Lebanon’s Hezbollah backs pro-Syrian politician for president
Beirut – Lebanon’s powerful Hezbollah group endorsed Monday a presidential candidate, in a move unlikely to resolve a deadlock that has left the crisis-hit country for months without a head of state.
“The candidate we support… is Sleiman Frangieh,” Hezbollah chief Hassan Nasrallah said during a televised speech.
The Iran-backed Shiite movement holds huge sway over political life in Lebanon, but opposition from the country’s two main Christian parties means pro-Syrian Frangieh lacks a clear path to majority backing in the divided parliament.
Lebanon has been mired for three years in a spiralling economic crisis dubbed by the World Bank as one of the worst in recent global history, and has been without a president since Michel Aoun’s term expired at the end of October.
Politically rudderless, it has been run by a caretaker government with limited powers since May.
Frangieh, 57, a personal friend of Syrian President Bashar al-Assad, has long been considered among Hezbollah’s preferred choices for president.
The former lawmaker and minister heads the Christian Marada movement, and like many of Lebanon’s prominent political figures, hails from a storied dynasty.
Lebanon’s sectarian political elite is widely blamed for the country’s current woes.
Lawmakers have held 11 rounds of voting to name a successor to Aoun, but no candidate has garnered enough ballots.
Hezbollah and its allies have cast blank votes, with some lawmakers accusing the group of obstructing the ballot.

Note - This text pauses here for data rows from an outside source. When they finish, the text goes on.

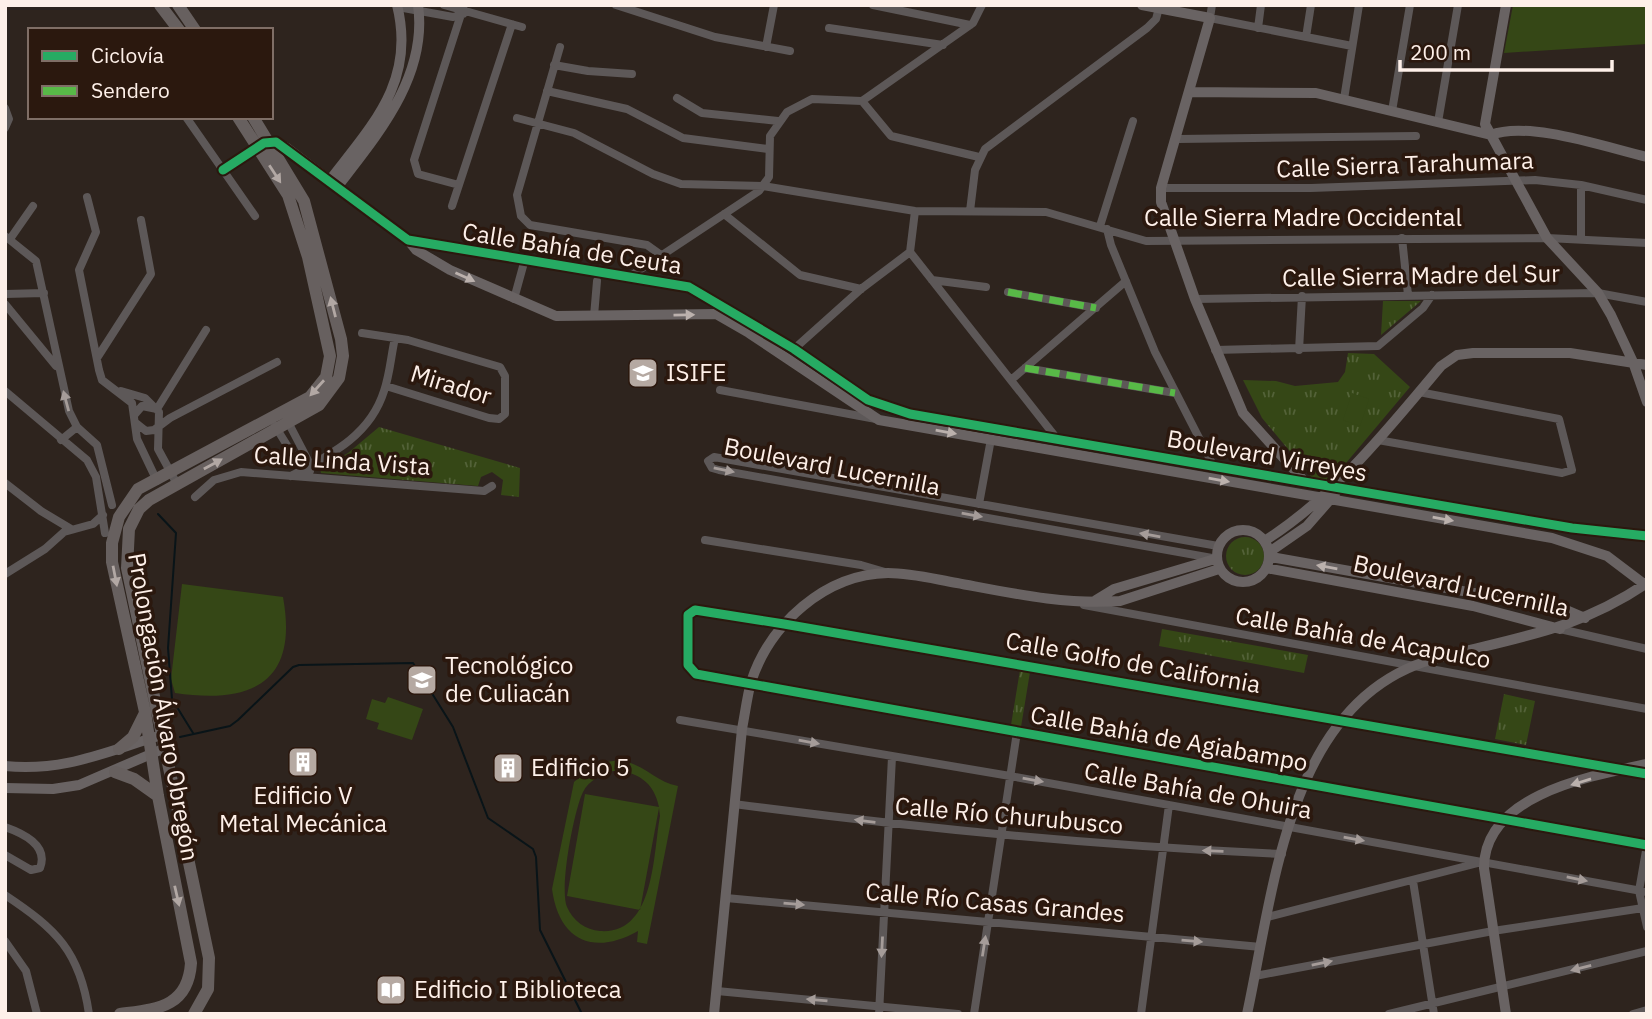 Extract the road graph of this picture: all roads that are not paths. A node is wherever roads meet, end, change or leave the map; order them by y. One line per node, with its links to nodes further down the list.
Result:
1 (160, 5): 23 (main road)
2 (178, 5): 24 (main road)
3 (444, 5): 19 (street)
4 (616, 5): 30 (street)
5 (774, 5): 30 (street)
6 (873, 5): 21 (street)
7 (982, 5): 21 (street)
8 (1142, 5): 18 (street)
9 (1212, 5): 20 (street)
10 (1261, 5): 22 (street)
11 (1311, 5): 26 (street)
12 (1359, 5): 28 (street)
13 (1410, 5): 40 (street)
14 (1458, 5): 47 (street)
15 (1506, 5): 50 (street)
16 (398, 6): 17 (street); 60 (street)
17 (418, 7): 19 (street); 60 (street)
18 (1159, 7): 20 (street); 56 (street)
19 (465, 10): 61 (street); 61 (street)
20 (1210, 18): 22 (street); 35 (street)
21 (970, 25): 27 (street)
22 (1258, 27): 26 (street)
23 (177, 28)
24 (194, 28)
25 (829, 28): 27 (street)
26 (1306, 37): 28 (street)
27 (943, 45): 38 (street)
28 (1352, 46): 37 (street)
29 (560, 47): 32 (street)
30 (766, 47): 31 (street)
31 (790, 51)
32 (554, 65): 33 (street); 34 (street)
33 (632, 74)
34 (547, 91): 48 (street); 55 (street)
35 (1191, 92): 37 (street); 52 (street)
36 (677, 98): 45 (street)
37 (1343, 99): 40 (street)
38 (864, 100): 45 (street); 56 (street)
39 (5, 108): 49 (street)
40 (1392, 111): 47 (street)
41 (517, 118): 48 (street, Calle Sierra Madre Occidental)
42 (187, 119): 58 (street)
43 (239, 119): 54 (main road, Prolongación Álvaro Obregón)
44 (254, 119): 53 (main road, Prolongación Álvaro Obregón)
45 (778, 121): 55 (street)
46 (1133, 121): 74 (street)
47 (1438, 122): 50 (street)
48 (537, 123): 63 (street, Calle Sierra Madre Occidental); 83 (street)
49 (5, 128)
50 (1491, 135): 57 (street); 59 (street)
51 (1416, 136): 52 (street)
52 (1178, 139): 64 (street)
53 (269, 141): 54 (street); 60 (street, Calle Bahía de Ceuta); 132 (main road, Prolongación Álvaro Obregón, one-way to 53)
54 (257, 147): 58 (street); 127 (main road, Prolongación Álvaro Obregón, one-way to 127)
55 (768, 149): 63 (street)
56 (979, 157): 70 (street)
57 (1647, 158)
58 (223, 170): 72 (street)
59 (1518, 181): 62 (street, Calle Sierra Tarahumara); 64 (street, Calle Sierra Tarahumara); 75 (street)
60 (334, 183): 79 (street, Calle Bahía de Ceuta)
61 (458, 185): 68 (street)
62 (1581, 185): 66 (street, Calle Sierra Tarahumara); 78 (street)
63 (763, 186): 69 (street, Calle Sierra Madre Occidental); 71 (street)
64 (1161, 188): 80 (street)
65 (87, 197): 110 (street)
66 (1647, 200)
67 (33, 206): 76 (street)
68 (452, 206)
69 (915, 211): 70 (street, Calle Sierra Madre Occidental); 82 (street)
70 (970, 211): 74 (street, Calle Sierra Madre Occidental)
71 (724, 214): 83 (street); 90 (street)
72 (254, 216)
73 (141, 220): 110 (street)
74 (1104, 228): 80 (street, Calle Sierra Madre Occidental); 88 (street)
75 (1546, 237): 77 (street, Calle Sierra Madre Occidental); 78 (street, Calle Sierra Madre Occidental); 93 (street)
76 (8, 238): 92 (street)
77 (1402, 238): 80 (street, Calle Sierra Madre Occidental); 95 (street)
78 (1581, 238): 81 (street, Calle Sierra Madre Occidental)
79 (408, 240): 84 (street, Calle Bahía de Ceuta); 98 (street, Boulevard Virreyes, one-way to 98)
80 (1176, 241): 99 (street)
81 (1647, 243)
82 (910, 252): 86 (street); 90 (street)
83 (661, 255): 85 (street)
84 (525, 260): 85 (street, Calle Bahía de Ceuta); 98 (street)
85 (629, 277): 107 (street, Calle Bahía de Ceuta)
86 (932, 280): 89 (street); 116 (street)
87 (597, 281): 103 (street)
88 (1126, 281): 102 (street); 122 (street)
89 (986, 288)
90 (861, 289): 107 (street)
91 (1008, 292): 102 (street)
92 (44, 293): 94 (street); 114 (street)
93 (1598, 293): 96 (street, Calle Sierra Madre del Sur); 100 (street, Calle Sierra Madre del Sur); 112 (street)
94 (5, 294)
95 (1408, 295): 96 (street, Calle Sierra Madre del Sur); 97 (street, Calle Sierra Madre del Sur)
96 (1432, 295): 109 (street)
97 (1302, 296): 99 (street, Calle Sierra Madre del Sur); 109 (street)
98 (514, 299): 103 (street, Boulevard Virreyes)
99 (1195, 299): 108 (street)
100 (1647, 302)
101 (5, 304): 114 (street)
102 (1096, 308): 115 (street)
103 (594, 316): 123 (street, Boulevard Virreyes, one-way to 123)
104 (206, 330): 126 (street)
105 (362, 333): 106 (street)
106 (395, 338): 117 (street); 117 (street, Mirador)
107 (794, 349): 123 (street, Calle Bahía de Ceuta)
108 (1215, 349): 109 (street); 144 (street)
109 (1299, 349)
110 (97, 358): 118 (street)
111 (277, 362): 130 (street)
112 (1633, 362): 113 (street); 121 (street); 124 (street)
113 (1647, 365)
114 (58, 368): 131 (street, one-way to 114)
115 (1025, 368): 116 (street); 122 (street)
116 (1011, 380): 135 (street)
117 (386, 386): 137 (street)
118 (117, 390): 126 (street); 128 (street)
119 (720, 390): 129 (street)
120 (5, 391): 134 (street)
121 (1419, 392): 136 (street); 136 (street)
122 (1175, 393): 138 (street)
123 (852, 395): 125 (street, Calle Bahía de Ceuta); 129 (street, Boulevard Virreyes)
124 (1647, 402)
125 (882, 407): 135 (street, Boulevard Virreyes)
126 (157, 409): 128 (street); 130 (street)
127 (276, 414): 132 (street); 132 (street); 139 (main road, Prolongación Álvaro Obregón)
128 (135, 419): 130 (street); 142 (street)
129 (879, 420): 133 (street, Boulevard Virreyes, one-way to 133)
130 (160, 425): 139 (street)
131 (77, 427): 134 (street); 154 (street)
132 (283, 427): 137 (street); 140 (street); 146 (main road, Prolongación Álvaro Obregón, one-way to 132)
133 (990, 439): 151 (street, Boulevard Virreyes, one-way to 151); 153 (street)
134 (61, 440): 152 (street)
135 (1058, 440): 138 (street, Boulevard Virreyes)
136 (1378, 440): 147 (street)
137 (311, 466): 140 (street); 143 (street)
138 (1214, 467): 144 (street, Boulevard Virreyes)
139 (169, 470): 142 (main road, Prolongación Álvaro Obregón); 146 (street)
140 (300, 471): 141 (street); 143 (street)
141 (291, 476): 143 (street, Calle Linda Vista); 150 (street, Calle Linda Vista)
142 (155, 478): 149 (street); 154 (main road, Prolongación Álvaro Obregón)
143 (310, 478): 148 (street, Calle Linda Vista)
144 (1306, 482): 147 (street, Boulevard Virreyes); 151 (street)
145 (5, 483): 158 (street)
146 (177, 484): 149 (main road, Prolongación Álvaro Obregón)
147 (1337, 485): 151 (street); 156 (street, Boulevard Virreyes)
148 (492, 486)
149 (163, 492): 185 (main road, Prolongación Álvaro Obregón)
150 (195, 497)
151 (1326, 498): 161 (street, Boulevard Virreyes, one-way to 161); 163 (street); 165 (street)
152 (100, 504): 155 (street); 157 (street)
153 (979, 504): 164 (street, Boulevard Lucernilla, one-way to 153); 166 (street, Boulevard Lucernilla, one-way to 166)
154 (118, 506): 155 (street); 159 (main road, Prolongación Álvaro Obregón)
155 (102, 516): 157 (street); 159 (street)
156 (1553, 525): 160 (street, Boulevard Virreyes); 161 (street)
157 (85, 526): 158 (street); 159 (street)
158 (71, 528): 168 (street)
159 (110, 534): 179 (main road, Prolongación Álvaro Obregón, one-way to 179)
160 (1647, 536)
161 (1552, 538): 169 (street, Boulevard Virreyes)
162 (705, 540): 167 (street)
163 (1266, 540): 164 (street); 165 (street)
164 (1218, 546): 166 (street)
165 (1269, 558): 166 (street); 171 (street, Boulevard Lucernilla, one-way to 165); 173 (street, Boulevard Lucernilla)
166 (1217, 564): 170 (street)
167 (887, 573): 170 (street); 172 (street)
168 (5, 574)
169 (1646, 584): 171 (street)
170 (1074, 602): 176 (street, Calle Bahía de Acapulco)
171 (1585, 618): 173 (street)
172 (784, 624): 175 (street, Calle Golfo de California); 177 (street); 180 (street, Calle Golfo de California)
173 (1560, 629): 174 (street, Boulevard Lucernilla); 176 (street)
174 (1647, 649)
175 (688, 665): 177 (street, Calle Bahía de Agiabampo)
176 (1412, 667): 178 (street, Calle Bahía de Acapulco); 180 (street)
177 (751, 684): 182 (street); 183 (street, Calle Bahía de Agiabampo)
178 (1647, 709)
179 (145, 712): 184 (main road, Prolongación Álvaro Obregón); 186 (main road)
180 (1343, 719): 191 (street, Calle Golfo de California); 195 (street)
181 (680, 720): 182 (street, Calle Bahía de Ohuira)
182 (742, 729): 188 (street, Calle Bahía de Ohuira, one-way to 188); 198 (street)
183 (1017, 732): 194 (street); 195 (street, Calle Bahía de Agiabampo)
184 (149, 739): 185 (street); 186 (street); 187 (main road, Prolongación Álvaro Obregón)
185 (163, 742): 187 (street); 228 (main road, Prolongación Álvaro Obregón)
186 (119, 749): 190 (street)
187 (151, 754): 192 (street); 197 (main road, Prolongación Álvaro Obregón)
188 (892, 757): 194 (street, Calle Bahía de Ohuira); 201 (street)
189 (1647, 764): 191 (street)
190 (5, 766)
191 (1622, 769): 193 (street, Calle Golfo de California); 200 (street, one-way to 200)
192 (115, 772): 196 (street); 197 (main road)
193 (1647, 774)
194 (1010, 776): 199 (street, Calle Bahía de Ohuira, one-way to 199); 204 (street)
195 (1304, 783): 200 (street, Calle Bahía de Agiabampo); 203 (street)
196 (5, 788)
197 (158, 796): 232 (main road, Prolongación Álvaro Obregón, one-way to 232)
198 (734, 804): 201 (street, Calle Río Churubusco, one-way to 198); 213 (street)
199 (1169, 805): 203 (street, Calle Bahía de Ohuira); 206 (street)
200 (1502, 819): 205 (street, Calle Bahía de Agiabampo); 209 (street)
201 (888, 824): 204 (street, Calle Río Churubusco); 215 (street)
202 (5, 827): 208 (street)
203 (1289, 827): 207 (street); 209 (street, Calle Bahía de Ohuira, one-way to 209)
204 (1001, 835): 206 (street, Calle Río Churubusco); 217 (street)
205 (1647, 845): 211 (street)
206 (1163, 849): 207 (street, Calle Río Churubusco, one-way to 206); 220 (street)
207 (1282, 854): 216 (street)
208 (5, 855)
209 (1484, 861): 210 (street); 211 (street, Calle Bahía de Ohuira, one-way to 211); 219 (street)
210 (1413, 881): 216 (street); 222 (street)
211 (1643, 891): 214 (street)
212 (5, 895): 234 (street)
213 (726, 898): 215 (street, Calle Río Casas Grandes, one-way to 215); 227 (street)
214 (1643, 908): 218 (street); 219 (street)
215 (884, 912): 217 (street, Calle Río Casas Grandes); 230 (street, one-way to 230)
216 (1268, 917): 223 (street)
217 (988, 922): 220 (street, Calle Río Casas Grandes); 240 (street, one-way to 217)
218 (1647, 927)
219 (1493, 931): 222 (street); 226 (street)
220 (1151, 937): 223 (street, Calle Río Casas Grandes, one-way to 223); 241 (street)
221 (5, 941): 233 (street)
222 (1423, 944): 225 (street, one-way to 222); 229 (street)
223 (1261, 947): 225 (street)
224 (1647, 951): 226 (street, one-way to 226)
225 (1255, 976): 242 (street)
226 (1502, 988): 229 (street); 245 (street)
227 (717, 991): 230 (street, one-way to 227); 238 (street)
228 (205, 996): 236 (main road, Prolongación Álvaro Obregón); 237 (main road)
229 (1432, 1003): 243 (street); 244 (street)
230 (879, 1010): 239 (street)
231 (1647, 1010): 246 (street)
232 (149, 1012): 235 (main road, Prolongación Álvaro Obregón)
233 (37, 1014)
234 (89, 1014)
235 (120, 1014)
236 (194, 1014)
237 (208, 1014)
238 (714, 1014)
239 (958, 1014)
240 (974, 1014)
241 (1141, 1014)
242 (1247, 1014)
243 (1389, 1014)
244 (1434, 1014)
245 (1506, 1014)
246 (1633, 1014)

The Shiite group’s Christian ally, the Free Patriotic Movement, has opposed Frangieh’s candidacy as its leader, Gebran Bassil, is also vying for the presidency.
The Shiite Amal movement, another Hezbollah ally, has voiced support for Frangieh.
But with no single party or parliamentary bloc holding a majority, electing a new president can drag on for months of even years.
Before Hezbollah-backed Aoun was finally elected in 2016, the group had adopted a similar boycotting tactic, contributing to more than two years of presidential vacancy.
Frangieh’s grandfather and namesake was president when Lebanon’s 1975-1990 civil war broke out.
The presidential candidate’s father, politician Tony Frangieh, was murdered in 1978 along with the rest of his immediate family — apart from Sleiman, who had been away — by rival Christian fighters.
Lawmaker Michel Moawad had received the most ballots in the failed presidential votes in recent months, but remained far from clinching a majority.
Moawad has good ties with Washington and has repeatedly asked for Hezbollah — the only faction to keep its weapons after the end of the civil war — to disarm.